Inuit children taken from families and Le Mans crash

Max Pearson presents a collection of this week’s Witness History and Sporting Witness stories.

We hear about the Inuit children taken away from their homes and culture, to be educated in Canadian cities. Adamie Kalingo tells his story about being placed with a foster family in Ottawa in 1964. Dr Raven Sinclair explains how Adamie’s story was part of a wider program of resettling Indigenous children.

Also, the crash at Le Mans which killed 80 people in 1955; the ceremony in 2005, organised by campaigner Ilguilas Weila, to free 7,000 slaves in Niger; plus, the forensic artist whose reconstructions have helped solve murders.

Finally, we find out whether a man can ever beat a horse in a race.

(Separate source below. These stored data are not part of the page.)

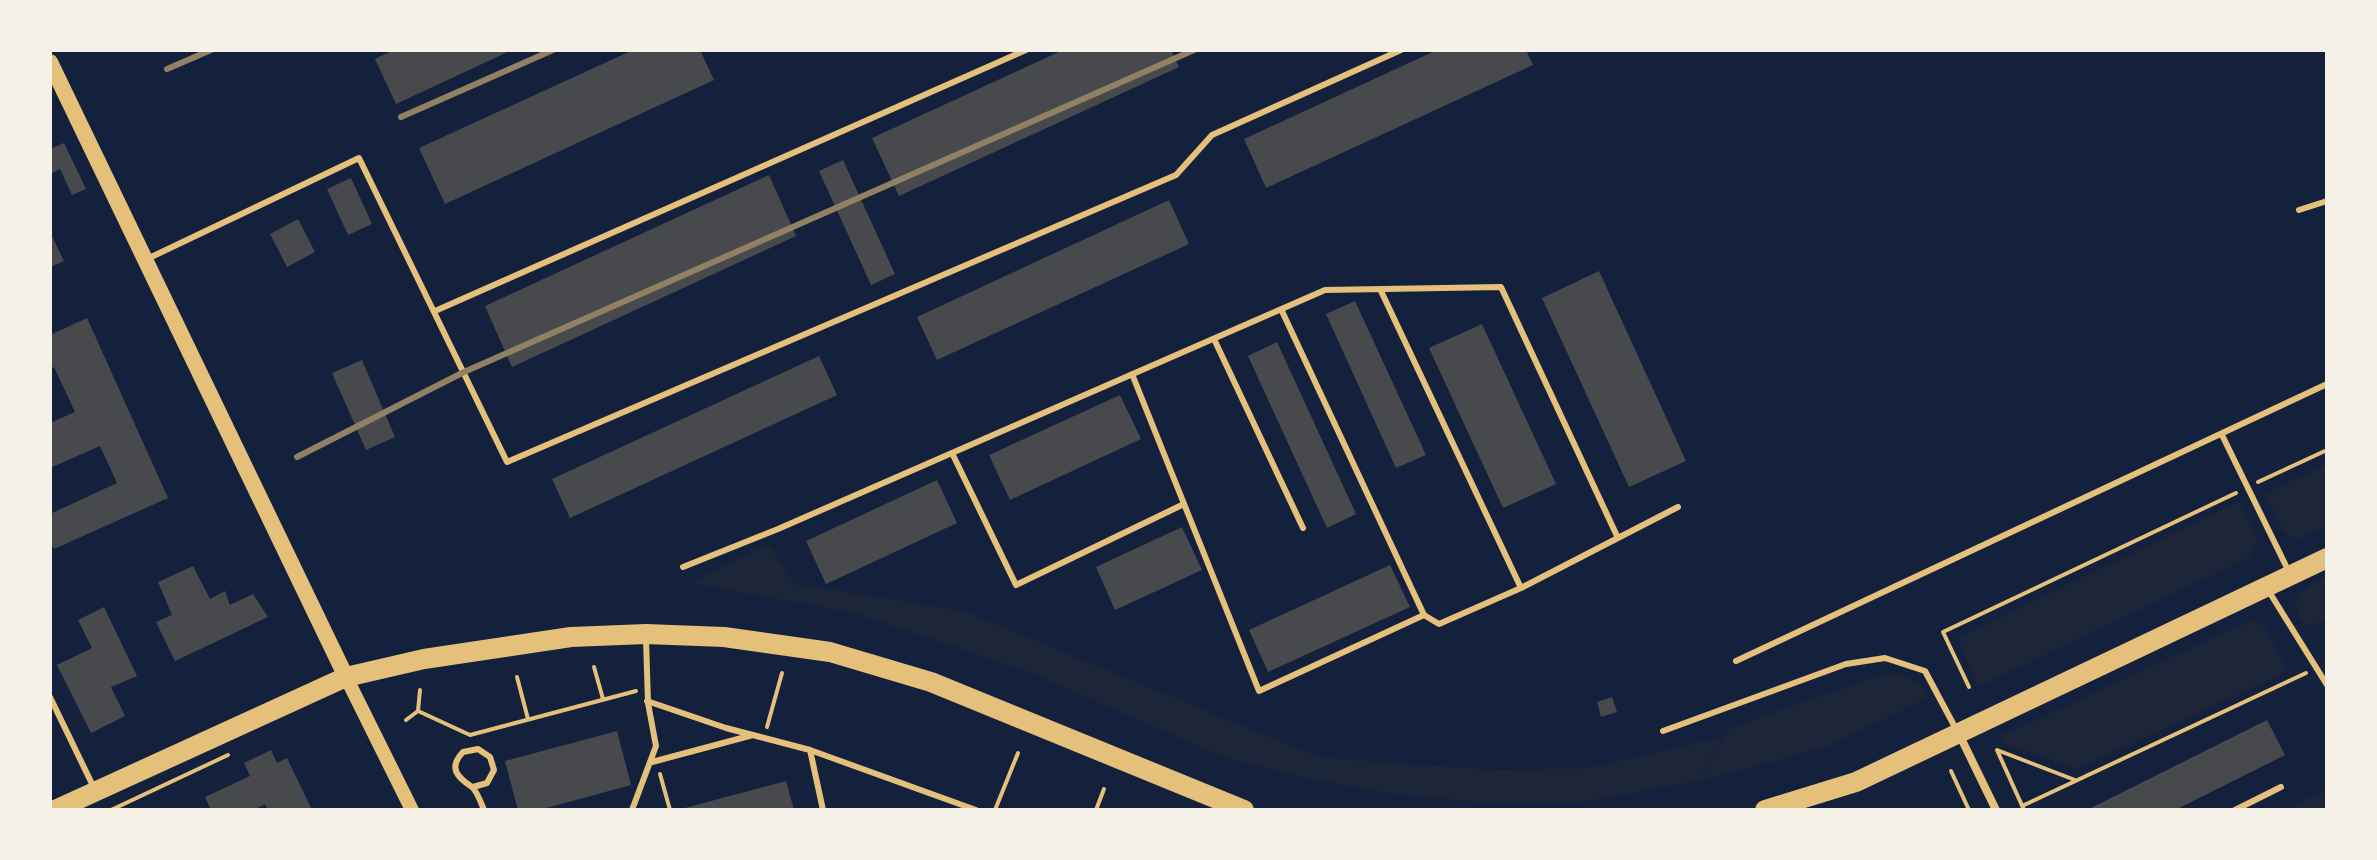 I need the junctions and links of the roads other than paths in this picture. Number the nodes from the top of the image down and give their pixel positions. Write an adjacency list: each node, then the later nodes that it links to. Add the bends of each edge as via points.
1 (1026, 50): 9 (lane)
2 (1401, 50): 9 (lane, via 1212,135 1176,175 507,462)
3 (50, 62): 6 (main road)
4 (2327, 201): 5 (lane)
5 (2299, 210)
6 (145, 260): 9 (lane, via 359,158); 27 (main road)
7 (1381, 291): 8 (lane, via 1325,290); 18 (lane, via 1501,287); 23 (lane)
8 (1281, 309): 10 (lane); 24 (lane)
9 (435, 311)
10 (1214, 339): 11 (lane); 17 (lane)
11 (1132, 374): 14 (lane); 15 (lane)
12 (2327, 384): 13 (lane)
13 (2222, 435): 21 (lane); 26 (lane)
14 (952, 453): 15 (lane, via 1016,585); 20 (lane)
15 (1184, 504): 24 (lane, via 1259,691)
16 (1678, 507): 18 (lane)
17 (1303, 528)
18 (1617, 536): 23 (lane)
19 (2327, 558): 21 (main road)
20 (683, 567)
21 (2291, 575): 22 (main road)
22 (2266, 587): 28 (lane); 32 (main road)
23 (1521, 588): 24 (lane, via 1439,624)
24 (1424, 615)
25 (646, 634): 27 (main road, via 571,637 424,659); 30 (lane); 45 (main road, via 724,637 830,652 931,682)
26 (1736, 661)
27 (346, 677): 38 (main road); 40 (street)
28 (2327, 685)
29 (50, 697): 38 (lane)
30 (647, 701): 33 (lane); 35 (lane, via 656,735)
31 (1663, 731): 32 (lane, via 1846,664 1885,658 1925,671)
32 (1959, 734): 46 (main road, via 1856,782); 47 (street)
33 (754, 735): 34 (lane); 35 (lane)
34 (810, 750): 43 (lane); 44 (lane)
35 (654, 761): 42 (lane)
36 (473, 787): 36 (lane, via 487,783 494,770 490,757 478,749 463,752 455,765 459,780); 41 (lane)
37 (2281, 787): 48 (lane)
38 (95, 792): 39 (main road)
39 (55, 810)
40 (412, 810)
41 (484, 810)
42 (632, 810)
43 (823, 810)
44 (976, 810)
45 (1244, 810)
46 (1765, 810)
47 (1996, 810)
48 (2235, 810)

Contributors: Adamie Kalingo, taken from his Inuit community in 1964 Dr Raven Sinclair, retired professor of social work John Fitch, racing driver Ilguilas Weila, anti-slavery campaigner Richard Neave, forensic artist Huw Lobb, long distance runner Gordon Green, creator of the Man v Horse race

(Photo: Adamie Kalingo in 2023. Credit: Adamie Kalingo)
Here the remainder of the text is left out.